DATA FOR REVIEW →

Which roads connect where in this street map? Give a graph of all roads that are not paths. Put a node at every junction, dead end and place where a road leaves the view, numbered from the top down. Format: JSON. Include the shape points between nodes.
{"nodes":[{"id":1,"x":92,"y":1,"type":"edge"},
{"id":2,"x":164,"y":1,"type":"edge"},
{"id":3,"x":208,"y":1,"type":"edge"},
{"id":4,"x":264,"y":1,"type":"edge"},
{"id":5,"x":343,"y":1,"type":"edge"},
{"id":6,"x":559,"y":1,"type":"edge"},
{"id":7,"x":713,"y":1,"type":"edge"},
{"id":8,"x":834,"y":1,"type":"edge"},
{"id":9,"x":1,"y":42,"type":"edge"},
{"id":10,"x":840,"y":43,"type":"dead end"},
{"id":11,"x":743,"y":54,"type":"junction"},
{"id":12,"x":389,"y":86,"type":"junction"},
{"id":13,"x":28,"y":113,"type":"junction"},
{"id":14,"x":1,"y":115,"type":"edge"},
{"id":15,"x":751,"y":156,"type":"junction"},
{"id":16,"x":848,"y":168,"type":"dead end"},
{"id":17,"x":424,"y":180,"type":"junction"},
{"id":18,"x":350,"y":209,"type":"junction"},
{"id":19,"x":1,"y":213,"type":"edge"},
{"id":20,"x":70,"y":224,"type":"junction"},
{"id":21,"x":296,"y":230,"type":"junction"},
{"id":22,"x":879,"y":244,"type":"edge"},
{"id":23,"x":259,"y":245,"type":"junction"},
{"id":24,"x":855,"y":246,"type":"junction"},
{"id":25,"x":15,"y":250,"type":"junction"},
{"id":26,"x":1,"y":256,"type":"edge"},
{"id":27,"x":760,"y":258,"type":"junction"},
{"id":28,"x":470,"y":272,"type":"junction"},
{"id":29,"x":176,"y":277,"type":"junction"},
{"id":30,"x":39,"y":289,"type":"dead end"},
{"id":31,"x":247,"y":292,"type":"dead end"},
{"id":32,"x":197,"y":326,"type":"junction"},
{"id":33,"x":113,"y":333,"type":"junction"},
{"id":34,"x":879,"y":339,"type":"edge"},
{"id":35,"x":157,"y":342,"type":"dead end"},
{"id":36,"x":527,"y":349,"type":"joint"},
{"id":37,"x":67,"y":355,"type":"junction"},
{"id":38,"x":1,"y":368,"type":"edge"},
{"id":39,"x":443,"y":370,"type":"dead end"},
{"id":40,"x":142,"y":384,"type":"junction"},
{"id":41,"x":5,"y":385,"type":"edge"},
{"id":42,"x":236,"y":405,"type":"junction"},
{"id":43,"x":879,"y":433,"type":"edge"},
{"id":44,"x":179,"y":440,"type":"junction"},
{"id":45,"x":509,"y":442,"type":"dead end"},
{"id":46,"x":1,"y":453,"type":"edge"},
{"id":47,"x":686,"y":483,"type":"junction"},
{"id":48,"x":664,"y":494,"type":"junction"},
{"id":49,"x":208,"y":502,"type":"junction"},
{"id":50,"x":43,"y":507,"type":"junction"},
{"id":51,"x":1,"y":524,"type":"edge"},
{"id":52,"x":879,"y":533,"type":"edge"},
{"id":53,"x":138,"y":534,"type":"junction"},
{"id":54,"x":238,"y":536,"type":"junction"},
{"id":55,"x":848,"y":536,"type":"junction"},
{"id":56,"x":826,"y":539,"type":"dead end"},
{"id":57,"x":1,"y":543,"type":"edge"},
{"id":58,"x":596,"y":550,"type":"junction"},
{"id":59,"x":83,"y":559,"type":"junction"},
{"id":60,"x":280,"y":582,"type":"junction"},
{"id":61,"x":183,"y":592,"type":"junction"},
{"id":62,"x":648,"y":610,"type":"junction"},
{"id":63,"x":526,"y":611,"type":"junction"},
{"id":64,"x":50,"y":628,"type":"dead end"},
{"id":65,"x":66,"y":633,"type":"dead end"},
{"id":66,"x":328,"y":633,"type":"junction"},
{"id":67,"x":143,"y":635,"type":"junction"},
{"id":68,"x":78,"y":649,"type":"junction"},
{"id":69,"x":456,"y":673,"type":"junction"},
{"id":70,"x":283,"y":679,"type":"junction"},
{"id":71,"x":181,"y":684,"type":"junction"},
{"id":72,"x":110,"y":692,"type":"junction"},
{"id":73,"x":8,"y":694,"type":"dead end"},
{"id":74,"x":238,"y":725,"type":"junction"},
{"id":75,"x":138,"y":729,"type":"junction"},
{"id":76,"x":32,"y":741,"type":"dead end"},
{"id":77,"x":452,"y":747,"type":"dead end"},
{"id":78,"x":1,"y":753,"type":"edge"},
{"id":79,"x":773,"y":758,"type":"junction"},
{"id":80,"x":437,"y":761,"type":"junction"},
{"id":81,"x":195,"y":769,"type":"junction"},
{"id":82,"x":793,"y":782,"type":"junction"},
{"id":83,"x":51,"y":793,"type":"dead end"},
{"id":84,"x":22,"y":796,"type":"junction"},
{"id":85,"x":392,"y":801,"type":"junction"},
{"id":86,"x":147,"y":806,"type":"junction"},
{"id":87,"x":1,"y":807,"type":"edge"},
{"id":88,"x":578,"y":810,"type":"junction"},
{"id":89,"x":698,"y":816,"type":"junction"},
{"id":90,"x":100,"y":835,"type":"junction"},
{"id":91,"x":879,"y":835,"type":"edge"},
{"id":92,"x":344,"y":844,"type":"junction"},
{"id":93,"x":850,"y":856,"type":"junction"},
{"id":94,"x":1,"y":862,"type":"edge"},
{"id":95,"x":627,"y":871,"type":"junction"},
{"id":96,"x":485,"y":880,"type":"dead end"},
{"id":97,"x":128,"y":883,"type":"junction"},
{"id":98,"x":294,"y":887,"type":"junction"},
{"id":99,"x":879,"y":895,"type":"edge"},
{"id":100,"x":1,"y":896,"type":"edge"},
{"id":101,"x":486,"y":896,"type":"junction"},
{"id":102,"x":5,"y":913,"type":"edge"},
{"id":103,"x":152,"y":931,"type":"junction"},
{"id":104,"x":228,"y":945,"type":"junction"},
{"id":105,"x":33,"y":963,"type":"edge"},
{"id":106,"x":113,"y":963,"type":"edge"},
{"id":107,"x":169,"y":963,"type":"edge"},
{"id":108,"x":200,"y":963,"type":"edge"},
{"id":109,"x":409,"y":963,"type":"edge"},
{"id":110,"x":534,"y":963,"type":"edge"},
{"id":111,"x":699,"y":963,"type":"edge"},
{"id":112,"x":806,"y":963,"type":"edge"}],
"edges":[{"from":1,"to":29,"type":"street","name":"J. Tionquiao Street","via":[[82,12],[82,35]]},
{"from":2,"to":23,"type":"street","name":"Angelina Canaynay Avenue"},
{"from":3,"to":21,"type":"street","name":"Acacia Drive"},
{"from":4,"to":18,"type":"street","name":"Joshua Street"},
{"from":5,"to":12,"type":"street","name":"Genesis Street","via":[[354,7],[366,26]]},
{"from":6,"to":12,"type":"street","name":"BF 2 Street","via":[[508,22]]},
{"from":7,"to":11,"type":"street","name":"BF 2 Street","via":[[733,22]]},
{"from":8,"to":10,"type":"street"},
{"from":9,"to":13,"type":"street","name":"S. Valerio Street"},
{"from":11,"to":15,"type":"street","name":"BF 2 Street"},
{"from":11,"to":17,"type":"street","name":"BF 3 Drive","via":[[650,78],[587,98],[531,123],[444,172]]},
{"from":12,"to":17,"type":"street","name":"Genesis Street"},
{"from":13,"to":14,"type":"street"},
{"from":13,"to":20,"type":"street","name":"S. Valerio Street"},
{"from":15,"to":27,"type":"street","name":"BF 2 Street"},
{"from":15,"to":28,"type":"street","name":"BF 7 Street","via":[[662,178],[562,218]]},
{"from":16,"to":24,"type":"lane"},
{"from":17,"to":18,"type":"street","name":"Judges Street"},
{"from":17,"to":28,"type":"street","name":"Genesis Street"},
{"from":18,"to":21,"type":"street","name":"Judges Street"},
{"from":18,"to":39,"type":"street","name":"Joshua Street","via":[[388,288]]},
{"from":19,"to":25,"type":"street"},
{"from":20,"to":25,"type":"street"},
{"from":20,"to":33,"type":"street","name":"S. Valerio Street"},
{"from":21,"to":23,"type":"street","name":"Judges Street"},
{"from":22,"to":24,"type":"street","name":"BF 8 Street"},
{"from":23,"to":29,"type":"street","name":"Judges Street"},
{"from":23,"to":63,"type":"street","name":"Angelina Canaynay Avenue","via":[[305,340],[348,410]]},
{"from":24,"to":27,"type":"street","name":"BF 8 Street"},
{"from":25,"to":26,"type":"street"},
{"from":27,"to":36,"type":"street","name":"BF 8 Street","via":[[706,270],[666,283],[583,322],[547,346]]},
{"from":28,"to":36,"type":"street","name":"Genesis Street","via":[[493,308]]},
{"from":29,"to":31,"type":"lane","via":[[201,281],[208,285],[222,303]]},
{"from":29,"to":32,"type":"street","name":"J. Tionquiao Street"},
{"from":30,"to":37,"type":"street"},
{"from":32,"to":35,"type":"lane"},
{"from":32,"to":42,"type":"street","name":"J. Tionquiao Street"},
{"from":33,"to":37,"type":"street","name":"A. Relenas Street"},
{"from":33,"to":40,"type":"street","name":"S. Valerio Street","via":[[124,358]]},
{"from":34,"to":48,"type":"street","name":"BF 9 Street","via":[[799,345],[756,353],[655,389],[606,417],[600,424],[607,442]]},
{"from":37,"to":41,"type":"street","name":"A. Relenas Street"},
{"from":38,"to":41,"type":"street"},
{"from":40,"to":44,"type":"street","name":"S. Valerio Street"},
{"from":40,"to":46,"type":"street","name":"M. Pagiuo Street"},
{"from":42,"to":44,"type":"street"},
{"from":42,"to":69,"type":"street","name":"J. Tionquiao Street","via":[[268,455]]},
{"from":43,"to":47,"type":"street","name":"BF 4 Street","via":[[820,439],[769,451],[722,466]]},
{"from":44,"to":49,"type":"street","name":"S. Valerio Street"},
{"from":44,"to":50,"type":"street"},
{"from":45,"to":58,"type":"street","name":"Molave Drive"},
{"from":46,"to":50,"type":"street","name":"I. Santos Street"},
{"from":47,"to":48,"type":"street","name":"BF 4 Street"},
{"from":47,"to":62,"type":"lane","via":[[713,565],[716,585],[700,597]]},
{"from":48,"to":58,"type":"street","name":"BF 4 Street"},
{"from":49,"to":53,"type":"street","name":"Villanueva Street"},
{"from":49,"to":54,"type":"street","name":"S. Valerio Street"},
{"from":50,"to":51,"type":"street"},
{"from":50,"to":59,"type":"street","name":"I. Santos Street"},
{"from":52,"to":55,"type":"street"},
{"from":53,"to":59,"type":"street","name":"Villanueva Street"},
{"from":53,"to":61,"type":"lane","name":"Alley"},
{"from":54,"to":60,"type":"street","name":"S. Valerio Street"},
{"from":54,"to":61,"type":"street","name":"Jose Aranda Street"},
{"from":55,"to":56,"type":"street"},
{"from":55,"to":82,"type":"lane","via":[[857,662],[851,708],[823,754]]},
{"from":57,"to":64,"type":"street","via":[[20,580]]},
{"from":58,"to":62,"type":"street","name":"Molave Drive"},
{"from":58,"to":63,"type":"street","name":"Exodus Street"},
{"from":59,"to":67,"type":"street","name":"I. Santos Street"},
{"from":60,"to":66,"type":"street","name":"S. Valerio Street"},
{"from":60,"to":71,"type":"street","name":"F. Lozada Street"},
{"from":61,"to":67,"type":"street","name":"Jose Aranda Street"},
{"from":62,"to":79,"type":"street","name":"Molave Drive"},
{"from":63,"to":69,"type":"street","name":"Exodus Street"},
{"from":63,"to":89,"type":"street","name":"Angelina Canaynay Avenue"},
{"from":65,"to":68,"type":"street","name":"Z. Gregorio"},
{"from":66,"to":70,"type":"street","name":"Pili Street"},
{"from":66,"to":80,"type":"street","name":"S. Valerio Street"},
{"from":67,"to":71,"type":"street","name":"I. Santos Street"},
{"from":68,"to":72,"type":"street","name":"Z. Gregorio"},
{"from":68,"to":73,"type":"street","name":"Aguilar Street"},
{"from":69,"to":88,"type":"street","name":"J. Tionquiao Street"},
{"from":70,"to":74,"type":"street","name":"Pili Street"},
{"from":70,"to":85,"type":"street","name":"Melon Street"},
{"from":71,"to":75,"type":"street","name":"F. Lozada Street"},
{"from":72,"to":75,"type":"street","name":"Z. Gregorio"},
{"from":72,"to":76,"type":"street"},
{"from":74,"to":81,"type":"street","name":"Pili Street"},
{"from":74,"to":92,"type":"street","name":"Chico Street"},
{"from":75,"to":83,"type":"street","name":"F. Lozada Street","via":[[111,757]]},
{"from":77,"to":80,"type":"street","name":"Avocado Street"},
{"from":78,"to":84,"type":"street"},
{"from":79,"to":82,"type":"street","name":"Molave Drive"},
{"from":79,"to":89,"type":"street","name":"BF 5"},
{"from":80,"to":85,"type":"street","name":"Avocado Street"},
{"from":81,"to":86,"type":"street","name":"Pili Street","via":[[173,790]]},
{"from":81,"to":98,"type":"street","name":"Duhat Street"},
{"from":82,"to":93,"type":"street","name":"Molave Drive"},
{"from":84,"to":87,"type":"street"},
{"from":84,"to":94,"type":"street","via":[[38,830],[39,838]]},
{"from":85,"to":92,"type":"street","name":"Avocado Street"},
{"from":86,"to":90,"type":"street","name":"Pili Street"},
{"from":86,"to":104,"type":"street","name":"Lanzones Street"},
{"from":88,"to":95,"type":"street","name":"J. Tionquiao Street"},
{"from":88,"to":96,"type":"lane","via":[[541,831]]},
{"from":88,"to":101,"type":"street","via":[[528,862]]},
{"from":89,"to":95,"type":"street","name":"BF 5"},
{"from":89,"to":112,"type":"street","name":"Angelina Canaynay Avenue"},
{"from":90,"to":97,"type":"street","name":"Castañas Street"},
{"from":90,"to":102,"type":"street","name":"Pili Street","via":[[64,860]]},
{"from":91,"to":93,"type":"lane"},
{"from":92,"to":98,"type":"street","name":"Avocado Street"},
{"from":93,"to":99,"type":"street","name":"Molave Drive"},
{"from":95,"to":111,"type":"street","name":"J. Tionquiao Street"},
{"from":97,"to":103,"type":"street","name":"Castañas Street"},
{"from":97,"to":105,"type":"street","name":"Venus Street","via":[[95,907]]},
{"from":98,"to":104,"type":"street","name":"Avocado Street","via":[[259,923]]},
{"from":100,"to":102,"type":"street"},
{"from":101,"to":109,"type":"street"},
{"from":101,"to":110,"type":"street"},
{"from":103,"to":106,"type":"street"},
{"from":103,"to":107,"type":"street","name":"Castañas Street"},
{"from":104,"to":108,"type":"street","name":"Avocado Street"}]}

PROBLEM STATEMENT → Return every line of the entries above that the string "Jose" appears in.

RESPONSE TO THIS TASK →
{"from":54,"to":61,"type":"street","name":"Jose Aranda Street"},
{"from":61,"to":67,"type":"street","name":"Jose Aranda Street"},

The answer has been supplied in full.